IIUC, you mean KVM applies APICv inhibition only to L1 VM, leaving APICv
enabled for L2 VM. Shouldn't KVM disable APICv for L2 VM in this case?
It looks like a generic issue in dynamically toggling APICv scheme,
e.g., qemu can set KVM_GUESTDBG_BLOCKIRQ after nested guest has started.
On Sun, 2022-03-13 at 11:19 +0200, Maxim Levitsky wrote:
> On Fri, 2022-03-11 at 21:28 +0800, Zeng Guang wrote:
> > On 3/11/2022 12:26 PM, Sean Christopherson wrote:
> > > On Wed, Mar 09, 2022, Maxim Levitsky wrote:
> > > > On Wed, 2022-03-09 at 06:01 +0000, Sean Christopherson wrote:
> > > > > > Could you share the links?
> > > > >
> > > > > Doh, sorry (they're both in this one).
> > > > >
> > > > > https://lore.kernel.org/all/[email protected]
> > > > >
> > > > >
> > > >
> > > > My opinion on this subject is very simple: we need to draw the line somewhere.
> > >
> > > ...
> > >
> > >
> > > Since the goal is to simplify KVM, can we try the inhibit route and see what the
> > > code looks like before making a decision? I think it might actually yield a less
> > > awful KVM than the readonly approach, especially if the inhibit is "sticky", i.e.
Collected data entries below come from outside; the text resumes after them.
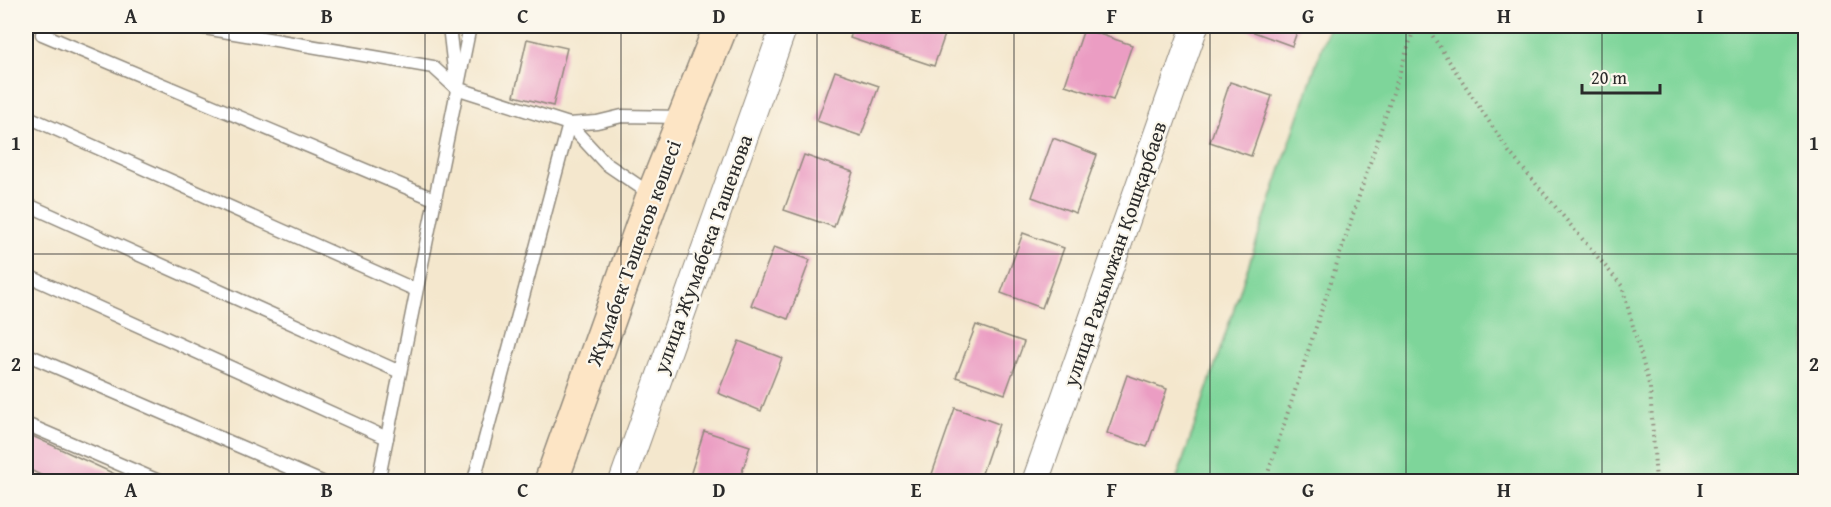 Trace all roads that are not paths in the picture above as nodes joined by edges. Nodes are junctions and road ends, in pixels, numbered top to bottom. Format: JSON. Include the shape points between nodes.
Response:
{"nodes":[{"id":1,"x":44,"y":26,"type":"edge"},
{"id":2,"x":193,"y":26,"type":"edge"},
{"id":3,"x":449,"y":26,"type":"edge"},
{"id":4,"x":470,"y":26,"type":"edge"},
{"id":5,"x":721,"y":26,"type":"edge"},
{"id":6,"x":784,"y":26,"type":"edge"},
{"id":7,"x":1195,"y":26,"type":"edge"},
{"id":8,"x":456,"y":88,"type":"junction"},
{"id":9,"x":26,"y":116,"type":"edge"},
{"id":10,"x":685,"y":117,"type":"junction"},
{"id":11,"x":569,"y":124,"type":"junction"},
{"id":12,"x":653,"y":196,"type":"junction"},
{"id":13,"x":434,"y":199,"type":"junction"},
{"id":14,"x":26,"y":204,"type":"edge"},
{"id":15,"x":26,"y":274,"type":"edge"},
{"id":16,"x":416,"y":290,"type":"junction"},
{"id":17,"x":26,"y":354,"type":"edge"},
{"id":18,"x":400,"y":372,"type":"junction"},
{"id":19,"x":26,"y":424,"type":"edge"},
{"id":20,"x":387,"y":438,"type":"junction"},
{"id":21,"x":474,"y":480,"type":"edge"},
{"id":22,"x":161,"y":482,"type":"edge"},
{"id":23,"x":322,"y":482,"type":"edge"},
{"id":24,"x":378,"y":482,"type":"edge"},
{"id":25,"x":551,"y":482,"type":"edge"},
{"id":26,"x":622,"y":482,"type":"edge"},
{"id":27,"x":1035,"y":482,"type":"edge"}],
"edges":[{"from":1,"to":13,"type":"lane","via":[[42,34]]},
{"from":2,"to":8,"type":"lane","via":[[433,67]]},
{"from":3,"to":8,"type":"lane"},
{"from":4,"to":8,"type":"lane"},
{"from":5,"to":10,"type":"main road","name":"Жұмабек Тәшенов көшесі"},
{"from":6,"to":26,"type":"street","name":"улица Жумабека Ташенова"},
{"from":7,"to":27,"type":"street","name":"улица Рахымжан Қошқарбаев"},
{"from":8,"to":11,"type":"lane"},
{"from":8,"to":13,"type":"lane"},
{"from":9,"to":16,"type":"lane"},
{"from":10,"to":11,"type":"lane","via":[[622,116]]},
{"from":10,"to":12,"type":"main road","name":"Жұмабек Тәшенов көшесі"},
{"from":11,"to":12,"type":"lane","via":[[605,163]]},
{"from":11,"to":21,"type":"lane"},
{"from":12,"to":25,"type":"main road","name":"Жұмабек Тәшенов көшесі"},
{"from":13,"to":16,"type":"lane"},
{"from":14,"to":18,"type":"lane"},
{"from":15,"to":20,"type":"lane"},
{"from":16,"to":18,"type":"lane"},
{"from":17,"to":23,"type":"lane"},
{"from":18,"to":20,"type":"lane"},
{"from":19,"to":22,"type":"lane"},
{"from":20,"to":24,"type":"lane"}]} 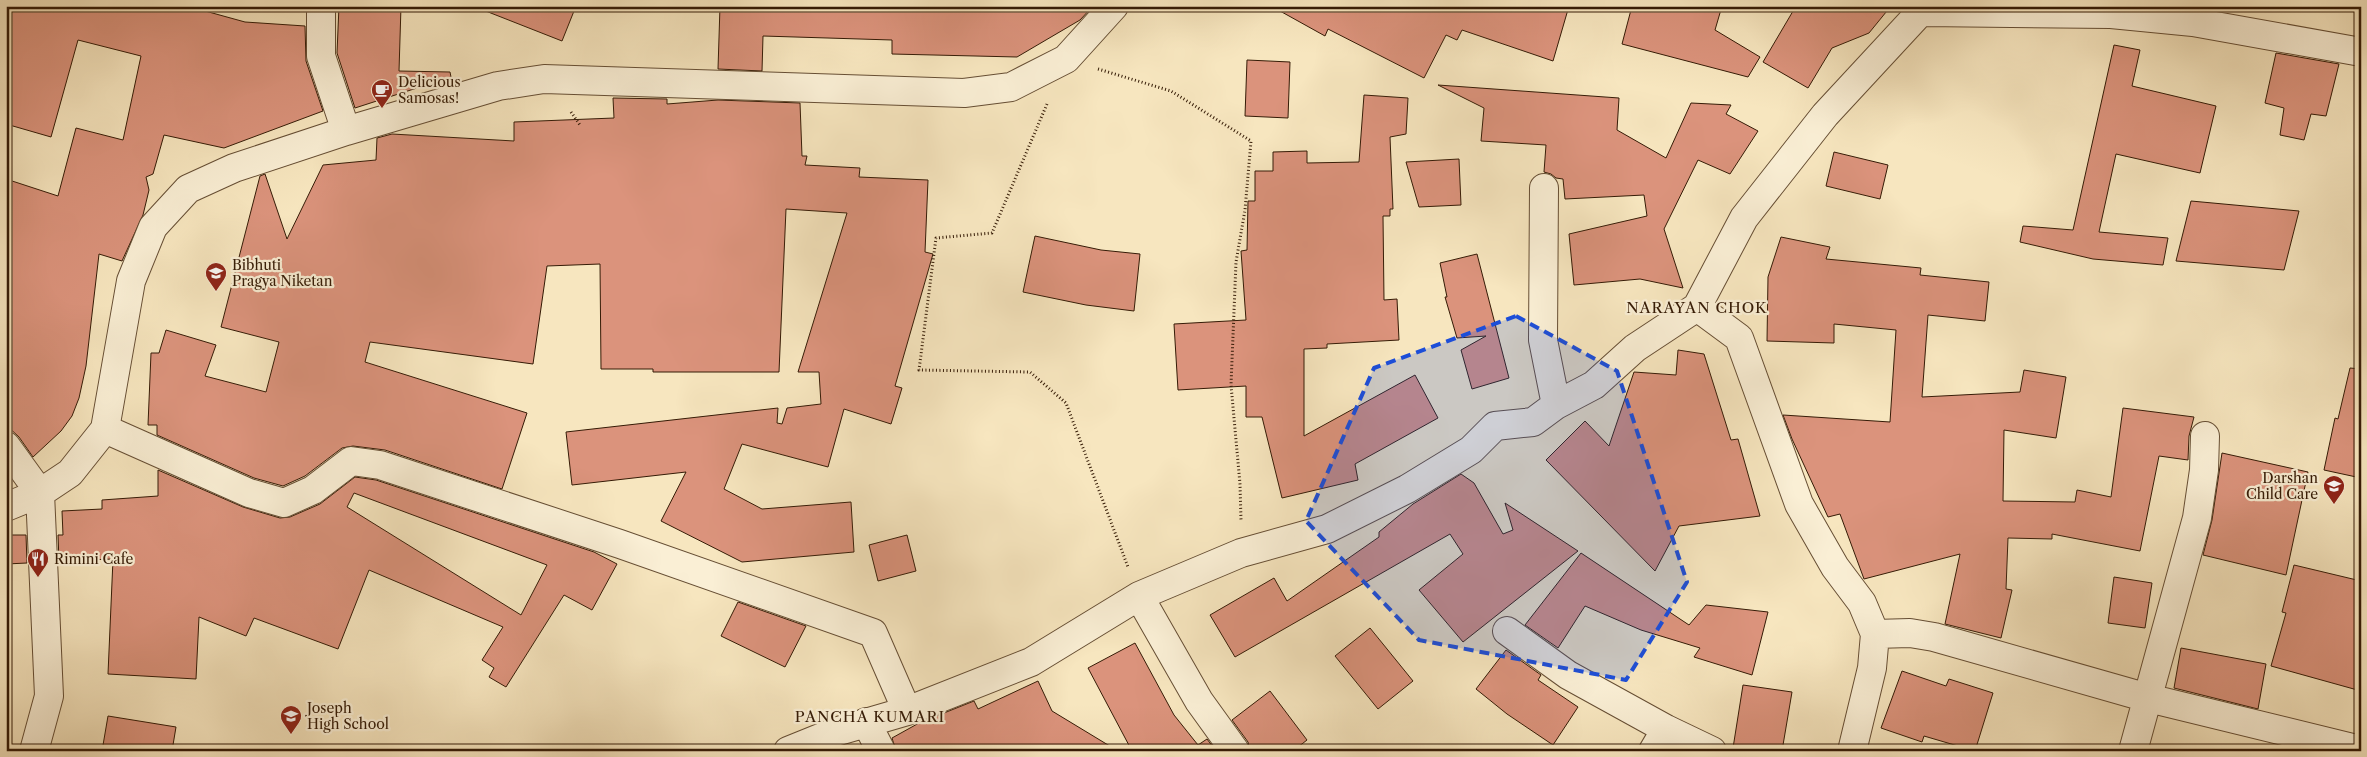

> > > we don't try to remove the inhibit on subsequent changes.
> > >
> > > Killing the VM, as proposed, is very user unfriendly as the user will have no idea
> > > why the VM was killed. WARN is out of the question because this is user triggerable.
> > > Returning an emulation error would be ideal, but getting that result up through
> > > apic_mmio_write() could be annoying and end up being more complex.
> > >
> > > The touchpoints will all be the same, unless I'm missing something the difference
> > > should only be a call to set an inhibit instead killing the VM.
> >
> > Introduce an inhibition - APICV_INHIBIT_REASON_APICID_CHG to deactivate
> > APICv once KVM guest would try to change APIC ID in xapic mode, and same
> > sanity check in KVM_{SET,GET}_LAPIC for live migration. KVM will keep
> > alive but obviously lose benefit from hardware acceleration in this way.
> >
> > So how do you think the proposal like this ?
> > diff --git a/arch/x86/include/asm/kvm_host.h b/arch/x86/include/asm/kvm_host.h
> > index 6dcccb304775..30d825c069be 100644
> > --- a/arch/x86/include/asm/kvm_host.h
> > +++ b/arch/x86/include/asm/kvm_host.h
> > @@ -1046,6 +1046,7 @@ struct kvm_x86_msr_filter {
> > #define APICV_INHIBIT_REASON_X2APIC 5
> > #define APICV_INHIBIT_REASON_BLOCKIRQ 6
> > #define APICV_INHIBIT_REASON_ABSENT 7
> > +#define APICV_INHIBIT_REASON_APICID_CHG 8
> >
> > struct kvm_arch {
> > unsigned long n_used_mmu_pages;
> > diff --git a/arch/x86/kvm/lapic.c b/arch/x86/kvm/lapic.c
> > index 22929b5b3f9b..66cd54fa4515 100644
> > --- a/arch/x86/kvm/lapic.c
> > +++ b/arch/x86/kvm/lapic.c
> > @@ -2044,10 +2044,19 @@ static int kvm_lapic_reg_write(struct kvm_lapic *apic, u32 reg, u32 val)
> >
> > switch (reg) {
> > case APIC_ID: /* Local APIC ID */
> > - if (!apic_x2apic_mode(apic))
> > - kvm_apic_set_xapic_id(apic, val >> 24);
> > - else
> > + if (apic_x2apic_mode(apic)) {
> > ret = 1;
> > + break;
> > + }
> > + /*
> > + * If changing APIC ID with any APIC acceleration enabled,
> > + * deactivate APICv to avoid unexpected issues.
> > + */
> > + if (enable_apicv && (val >> 24) != apic->vcpu->vcpu_id)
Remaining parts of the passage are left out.